*EXERCISE OBJECTIVE:* Return the data that follows exactly. Include every line.

Collected data entries
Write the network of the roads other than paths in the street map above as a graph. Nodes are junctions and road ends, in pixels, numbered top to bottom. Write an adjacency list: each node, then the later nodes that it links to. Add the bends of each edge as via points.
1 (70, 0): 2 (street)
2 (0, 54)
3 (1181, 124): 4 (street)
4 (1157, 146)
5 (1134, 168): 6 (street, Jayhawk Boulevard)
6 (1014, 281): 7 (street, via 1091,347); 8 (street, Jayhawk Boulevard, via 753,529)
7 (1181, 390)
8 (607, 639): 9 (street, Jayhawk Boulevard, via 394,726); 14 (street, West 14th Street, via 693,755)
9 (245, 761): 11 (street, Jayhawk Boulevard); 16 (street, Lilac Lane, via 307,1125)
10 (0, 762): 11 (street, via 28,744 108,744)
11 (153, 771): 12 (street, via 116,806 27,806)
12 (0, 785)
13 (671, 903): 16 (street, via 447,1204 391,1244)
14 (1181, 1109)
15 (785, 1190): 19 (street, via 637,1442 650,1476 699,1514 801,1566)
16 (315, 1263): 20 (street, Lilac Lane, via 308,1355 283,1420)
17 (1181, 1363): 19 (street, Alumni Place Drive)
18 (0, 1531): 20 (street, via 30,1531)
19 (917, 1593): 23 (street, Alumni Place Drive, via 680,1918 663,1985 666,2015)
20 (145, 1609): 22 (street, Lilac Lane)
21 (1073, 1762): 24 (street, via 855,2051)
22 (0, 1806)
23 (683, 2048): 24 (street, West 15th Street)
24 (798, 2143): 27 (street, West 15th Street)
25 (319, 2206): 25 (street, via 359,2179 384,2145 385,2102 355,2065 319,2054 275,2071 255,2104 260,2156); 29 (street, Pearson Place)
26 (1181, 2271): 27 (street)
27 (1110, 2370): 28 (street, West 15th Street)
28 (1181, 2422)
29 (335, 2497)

*SOLUTION TO THIS PROBLEM:*
Write the network of the roads other than paths in the street map above as a graph. Nodes are junctions and road ends, in pixels, numbered top to bottom. Write an adjacency list: each node, then the later nodes that it links to. Add the bends of each edge as via points.
1 (70, 0): 2 (street)
2 (0, 54)
3 (1181, 124): 4 (street)
4 (1157, 146)
5 (1134, 168): 6 (street, Jayhawk Boulevard)
6 (1014, 281): 7 (street, via 1091,347); 8 (street, Jayhawk Boulevard, via 753,529)
7 (1181, 390)
8 (607, 639): 9 (street, Jayhawk Boulevard, via 394,726); 14 (street, West 14th Street, via 693,755)
9 (245, 761): 11 (street, Jayhawk Boulevard); 16 (street, Lilac Lane, via 307,1125)
10 (0, 762): 11 (street, via 28,744 108,744)
11 (153, 771): 12 (street, via 116,806 27,806)
12 (0, 785)
13 (671, 903): 16 (street, via 447,1204 391,1244)
14 (1181, 1109)
15 (785, 1190): 19 (street, via 637,1442 650,1476 699,1514 801,1566)
16 (315, 1263): 20 (street, Lilac Lane, via 308,1355 283,1420)
17 (1181, 1363): 19 (street, Alumni Place Drive)
18 (0, 1531): 20 (street, via 30,1531)
19 (917, 1593): 23 (street, Alumni Place Drive, via 680,1918 663,1985 666,2015)
20 (145, 1609): 22 (street, Lilac Lane)
21 (1073, 1762): 24 (street, via 855,2051)
22 (0, 1806)
23 (683, 2048): 24 (street, West 15th Street)
24 (798, 2143): 27 (street, West 15th Street)
25 (319, 2206): 25 (street, via 359,2179 384,2145 385,2102 355,2065 319,2054 275,2071 255,2104 260,2156); 29 (street, Pearson Place)
26 (1181, 2271): 27 (street)
27 (1110, 2370): 28 (street, West 15th Street)
28 (1181, 2422)
29 (335, 2497)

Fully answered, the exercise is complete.